I'm not sure on how to find the gradient in polar coordinates. The thing that troubles me the most is how to find the unit vectors $\hat{r}$ and $\hat{\theta}$. My approach for the rest is expressing the partial derivatives in respect of $r$ and $\theta$ using the chain rule.
How can I get around solving this problem?

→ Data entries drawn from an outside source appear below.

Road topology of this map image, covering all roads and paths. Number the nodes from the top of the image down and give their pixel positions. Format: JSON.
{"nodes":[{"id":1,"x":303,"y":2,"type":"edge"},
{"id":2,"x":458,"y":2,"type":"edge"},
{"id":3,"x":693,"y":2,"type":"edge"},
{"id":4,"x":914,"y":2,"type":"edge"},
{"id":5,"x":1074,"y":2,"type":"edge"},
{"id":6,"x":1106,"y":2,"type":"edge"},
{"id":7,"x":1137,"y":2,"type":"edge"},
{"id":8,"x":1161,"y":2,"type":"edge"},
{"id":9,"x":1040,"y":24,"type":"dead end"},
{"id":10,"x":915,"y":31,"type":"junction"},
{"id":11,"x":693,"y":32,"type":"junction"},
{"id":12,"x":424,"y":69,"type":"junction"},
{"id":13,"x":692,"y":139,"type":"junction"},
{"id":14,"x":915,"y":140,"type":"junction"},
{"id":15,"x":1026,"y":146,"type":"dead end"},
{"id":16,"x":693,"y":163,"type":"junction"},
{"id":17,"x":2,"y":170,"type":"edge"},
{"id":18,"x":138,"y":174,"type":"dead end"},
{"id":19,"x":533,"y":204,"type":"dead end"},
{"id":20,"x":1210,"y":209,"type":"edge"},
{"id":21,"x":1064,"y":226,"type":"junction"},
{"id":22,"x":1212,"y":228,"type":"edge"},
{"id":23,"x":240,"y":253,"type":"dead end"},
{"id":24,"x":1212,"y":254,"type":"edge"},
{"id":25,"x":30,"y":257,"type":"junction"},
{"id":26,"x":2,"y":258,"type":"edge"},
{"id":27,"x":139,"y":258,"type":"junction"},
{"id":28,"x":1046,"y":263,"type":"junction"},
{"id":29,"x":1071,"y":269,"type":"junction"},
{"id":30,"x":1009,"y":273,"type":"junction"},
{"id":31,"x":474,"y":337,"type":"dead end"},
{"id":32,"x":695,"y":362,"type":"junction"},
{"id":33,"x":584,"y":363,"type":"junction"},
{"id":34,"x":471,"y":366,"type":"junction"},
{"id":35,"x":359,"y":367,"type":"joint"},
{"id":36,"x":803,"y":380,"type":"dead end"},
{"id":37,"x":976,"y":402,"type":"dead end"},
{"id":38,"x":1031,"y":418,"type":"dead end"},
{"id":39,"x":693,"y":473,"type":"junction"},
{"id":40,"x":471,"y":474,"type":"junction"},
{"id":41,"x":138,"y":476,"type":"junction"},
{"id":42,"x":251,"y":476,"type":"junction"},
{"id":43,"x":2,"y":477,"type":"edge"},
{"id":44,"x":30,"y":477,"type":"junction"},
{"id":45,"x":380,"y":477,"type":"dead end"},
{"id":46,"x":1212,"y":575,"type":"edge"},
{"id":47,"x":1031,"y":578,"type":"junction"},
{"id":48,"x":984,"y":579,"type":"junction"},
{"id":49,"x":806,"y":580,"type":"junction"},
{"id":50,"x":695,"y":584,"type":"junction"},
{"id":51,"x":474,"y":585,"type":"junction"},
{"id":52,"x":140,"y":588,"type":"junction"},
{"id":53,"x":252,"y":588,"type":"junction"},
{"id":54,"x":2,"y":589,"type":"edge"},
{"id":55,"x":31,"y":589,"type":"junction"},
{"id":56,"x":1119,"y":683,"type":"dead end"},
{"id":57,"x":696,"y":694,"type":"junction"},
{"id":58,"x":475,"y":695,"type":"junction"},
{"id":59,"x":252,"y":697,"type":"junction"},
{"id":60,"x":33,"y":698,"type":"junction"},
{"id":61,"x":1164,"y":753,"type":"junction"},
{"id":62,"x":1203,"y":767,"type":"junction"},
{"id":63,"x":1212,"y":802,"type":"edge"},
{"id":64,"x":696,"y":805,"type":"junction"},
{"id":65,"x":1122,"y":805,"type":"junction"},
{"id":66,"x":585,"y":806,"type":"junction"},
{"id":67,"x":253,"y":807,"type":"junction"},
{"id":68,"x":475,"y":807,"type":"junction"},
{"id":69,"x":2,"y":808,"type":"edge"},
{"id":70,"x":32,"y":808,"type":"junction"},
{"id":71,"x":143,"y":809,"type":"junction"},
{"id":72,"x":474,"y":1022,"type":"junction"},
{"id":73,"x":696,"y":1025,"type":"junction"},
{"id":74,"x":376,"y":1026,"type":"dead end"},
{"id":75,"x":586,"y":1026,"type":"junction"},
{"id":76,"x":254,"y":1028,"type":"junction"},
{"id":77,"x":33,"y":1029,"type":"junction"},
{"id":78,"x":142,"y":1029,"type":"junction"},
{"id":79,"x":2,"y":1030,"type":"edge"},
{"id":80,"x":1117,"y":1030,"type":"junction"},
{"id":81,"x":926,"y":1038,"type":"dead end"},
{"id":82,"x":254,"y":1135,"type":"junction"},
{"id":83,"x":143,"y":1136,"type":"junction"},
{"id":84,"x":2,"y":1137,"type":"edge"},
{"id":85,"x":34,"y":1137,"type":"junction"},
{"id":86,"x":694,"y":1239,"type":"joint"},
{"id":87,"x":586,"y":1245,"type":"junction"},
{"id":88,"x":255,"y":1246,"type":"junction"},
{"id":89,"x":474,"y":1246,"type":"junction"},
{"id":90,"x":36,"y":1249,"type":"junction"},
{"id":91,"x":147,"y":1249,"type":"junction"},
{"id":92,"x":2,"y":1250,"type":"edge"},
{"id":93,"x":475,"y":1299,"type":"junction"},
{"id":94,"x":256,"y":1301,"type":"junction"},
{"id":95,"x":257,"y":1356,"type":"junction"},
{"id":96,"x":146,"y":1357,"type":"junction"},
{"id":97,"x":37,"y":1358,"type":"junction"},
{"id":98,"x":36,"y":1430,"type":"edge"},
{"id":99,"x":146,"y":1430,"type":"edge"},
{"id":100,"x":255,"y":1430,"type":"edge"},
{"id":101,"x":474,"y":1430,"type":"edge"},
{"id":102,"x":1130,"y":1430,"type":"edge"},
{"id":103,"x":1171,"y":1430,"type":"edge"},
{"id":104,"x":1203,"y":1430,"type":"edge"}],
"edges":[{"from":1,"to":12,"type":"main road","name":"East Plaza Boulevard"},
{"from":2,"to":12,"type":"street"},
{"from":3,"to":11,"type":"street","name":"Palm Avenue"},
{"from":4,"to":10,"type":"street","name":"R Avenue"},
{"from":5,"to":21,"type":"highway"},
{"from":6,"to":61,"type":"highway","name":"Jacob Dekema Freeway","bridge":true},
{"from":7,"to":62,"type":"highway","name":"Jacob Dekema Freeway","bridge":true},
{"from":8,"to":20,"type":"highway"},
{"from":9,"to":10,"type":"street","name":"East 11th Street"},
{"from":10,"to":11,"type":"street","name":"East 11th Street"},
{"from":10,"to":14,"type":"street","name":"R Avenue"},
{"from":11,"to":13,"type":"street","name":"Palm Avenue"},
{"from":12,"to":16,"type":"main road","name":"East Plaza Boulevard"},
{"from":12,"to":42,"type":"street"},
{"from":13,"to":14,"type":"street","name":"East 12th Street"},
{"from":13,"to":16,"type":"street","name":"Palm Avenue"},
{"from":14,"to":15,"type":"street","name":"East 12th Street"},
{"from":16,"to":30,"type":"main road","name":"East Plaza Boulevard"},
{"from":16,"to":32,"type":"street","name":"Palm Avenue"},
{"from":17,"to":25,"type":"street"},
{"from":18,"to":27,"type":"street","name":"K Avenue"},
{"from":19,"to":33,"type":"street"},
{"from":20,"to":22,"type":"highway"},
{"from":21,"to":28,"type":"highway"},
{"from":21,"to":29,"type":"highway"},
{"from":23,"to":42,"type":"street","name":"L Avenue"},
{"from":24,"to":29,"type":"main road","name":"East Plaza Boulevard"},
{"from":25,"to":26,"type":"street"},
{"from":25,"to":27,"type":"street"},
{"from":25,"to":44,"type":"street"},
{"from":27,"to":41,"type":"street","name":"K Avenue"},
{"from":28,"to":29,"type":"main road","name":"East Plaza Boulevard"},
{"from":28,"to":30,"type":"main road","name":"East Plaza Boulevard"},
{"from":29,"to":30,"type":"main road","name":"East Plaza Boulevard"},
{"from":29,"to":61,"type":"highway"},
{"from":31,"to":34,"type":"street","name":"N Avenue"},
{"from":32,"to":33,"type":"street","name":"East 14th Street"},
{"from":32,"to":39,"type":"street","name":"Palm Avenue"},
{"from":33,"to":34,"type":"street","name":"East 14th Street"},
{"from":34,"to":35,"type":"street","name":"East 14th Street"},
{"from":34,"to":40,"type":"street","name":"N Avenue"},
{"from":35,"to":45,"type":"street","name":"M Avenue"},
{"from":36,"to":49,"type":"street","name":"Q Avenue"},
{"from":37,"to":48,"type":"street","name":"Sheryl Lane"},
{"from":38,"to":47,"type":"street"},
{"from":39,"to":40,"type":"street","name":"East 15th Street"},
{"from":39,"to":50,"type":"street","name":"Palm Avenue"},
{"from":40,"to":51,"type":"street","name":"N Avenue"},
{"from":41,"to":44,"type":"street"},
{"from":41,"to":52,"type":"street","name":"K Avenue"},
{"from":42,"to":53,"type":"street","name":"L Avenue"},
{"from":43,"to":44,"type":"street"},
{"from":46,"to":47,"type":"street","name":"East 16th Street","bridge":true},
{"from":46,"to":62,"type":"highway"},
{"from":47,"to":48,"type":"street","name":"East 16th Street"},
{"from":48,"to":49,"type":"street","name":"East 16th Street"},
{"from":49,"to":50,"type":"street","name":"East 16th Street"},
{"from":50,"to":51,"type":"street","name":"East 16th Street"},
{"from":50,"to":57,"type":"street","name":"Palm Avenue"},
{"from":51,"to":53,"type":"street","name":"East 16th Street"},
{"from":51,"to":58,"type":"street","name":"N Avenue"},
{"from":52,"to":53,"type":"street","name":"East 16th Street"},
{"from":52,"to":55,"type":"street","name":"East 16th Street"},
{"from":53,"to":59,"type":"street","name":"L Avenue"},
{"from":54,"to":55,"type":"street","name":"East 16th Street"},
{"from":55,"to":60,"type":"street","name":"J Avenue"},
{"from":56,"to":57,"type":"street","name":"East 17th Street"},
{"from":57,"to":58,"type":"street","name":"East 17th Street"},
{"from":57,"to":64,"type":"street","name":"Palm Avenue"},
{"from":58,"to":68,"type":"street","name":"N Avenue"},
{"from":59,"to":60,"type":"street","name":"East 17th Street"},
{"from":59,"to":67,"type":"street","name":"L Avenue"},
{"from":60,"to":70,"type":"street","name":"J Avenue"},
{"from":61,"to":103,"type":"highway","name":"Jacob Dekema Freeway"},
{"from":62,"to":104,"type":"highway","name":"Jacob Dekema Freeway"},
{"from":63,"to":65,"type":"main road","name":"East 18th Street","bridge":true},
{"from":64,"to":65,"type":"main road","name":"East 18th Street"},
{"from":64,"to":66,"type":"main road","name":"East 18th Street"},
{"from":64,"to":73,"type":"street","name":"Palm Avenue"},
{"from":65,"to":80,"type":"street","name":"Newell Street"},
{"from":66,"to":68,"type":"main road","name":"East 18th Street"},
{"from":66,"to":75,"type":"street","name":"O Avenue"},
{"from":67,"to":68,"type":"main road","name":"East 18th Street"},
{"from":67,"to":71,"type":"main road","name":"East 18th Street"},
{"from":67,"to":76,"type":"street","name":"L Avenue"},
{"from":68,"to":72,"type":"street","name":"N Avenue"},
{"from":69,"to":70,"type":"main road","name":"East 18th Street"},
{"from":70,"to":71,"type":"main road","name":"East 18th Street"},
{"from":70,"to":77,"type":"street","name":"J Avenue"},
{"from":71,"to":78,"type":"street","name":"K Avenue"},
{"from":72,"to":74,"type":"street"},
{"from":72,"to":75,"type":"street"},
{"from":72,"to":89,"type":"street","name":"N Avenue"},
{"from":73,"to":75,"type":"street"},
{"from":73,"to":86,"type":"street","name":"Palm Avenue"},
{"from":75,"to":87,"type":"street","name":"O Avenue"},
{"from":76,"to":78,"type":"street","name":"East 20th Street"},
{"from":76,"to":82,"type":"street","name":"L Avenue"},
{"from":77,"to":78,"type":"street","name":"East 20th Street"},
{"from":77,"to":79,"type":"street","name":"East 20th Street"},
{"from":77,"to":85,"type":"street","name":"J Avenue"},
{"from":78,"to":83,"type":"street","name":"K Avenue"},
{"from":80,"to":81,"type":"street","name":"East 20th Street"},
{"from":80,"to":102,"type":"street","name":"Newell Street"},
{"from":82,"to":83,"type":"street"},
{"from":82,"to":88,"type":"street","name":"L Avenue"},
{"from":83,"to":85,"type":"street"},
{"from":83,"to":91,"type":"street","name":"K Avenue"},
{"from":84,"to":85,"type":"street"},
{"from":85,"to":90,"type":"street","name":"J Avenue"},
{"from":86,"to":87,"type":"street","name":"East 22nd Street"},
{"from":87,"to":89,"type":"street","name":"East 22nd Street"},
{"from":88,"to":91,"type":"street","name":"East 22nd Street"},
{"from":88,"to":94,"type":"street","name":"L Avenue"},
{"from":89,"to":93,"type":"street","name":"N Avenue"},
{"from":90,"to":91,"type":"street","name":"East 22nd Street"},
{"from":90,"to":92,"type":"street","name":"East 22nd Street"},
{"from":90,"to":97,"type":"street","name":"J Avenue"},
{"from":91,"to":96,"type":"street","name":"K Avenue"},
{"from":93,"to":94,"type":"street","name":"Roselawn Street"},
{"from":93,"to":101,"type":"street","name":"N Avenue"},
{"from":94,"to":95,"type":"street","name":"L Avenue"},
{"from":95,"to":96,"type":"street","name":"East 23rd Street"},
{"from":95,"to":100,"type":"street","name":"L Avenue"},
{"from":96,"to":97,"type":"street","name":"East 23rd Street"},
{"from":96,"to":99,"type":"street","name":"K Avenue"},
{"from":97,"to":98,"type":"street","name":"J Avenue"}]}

The gradient operator in 2-dimensional Cartesian coordinates is $$ \nabla=\hat{\pmb e}_{x}\frac{\partial}{\partial x}+\hat{\pmb e}_{y}\frac{\partial}{\partial y} $$ The most obvious way of converting this into polar coordinates would be to write the basis vectors $\hat{\pmb e}_x$ and $\hat{\pmb e}_{y}$ in terms of $\hat{\pmb e}_{r}$ and $\hat{\pmb e}_{\theta}$ and write the partial derivatives $\frac{\partial}{\partial x}$ and $\frac{\partial}{\partial y}$ in terms of $\frac{\partial}{\partial r}$ and $\frac{\partial}{\partial \theta}$ using the chain rule.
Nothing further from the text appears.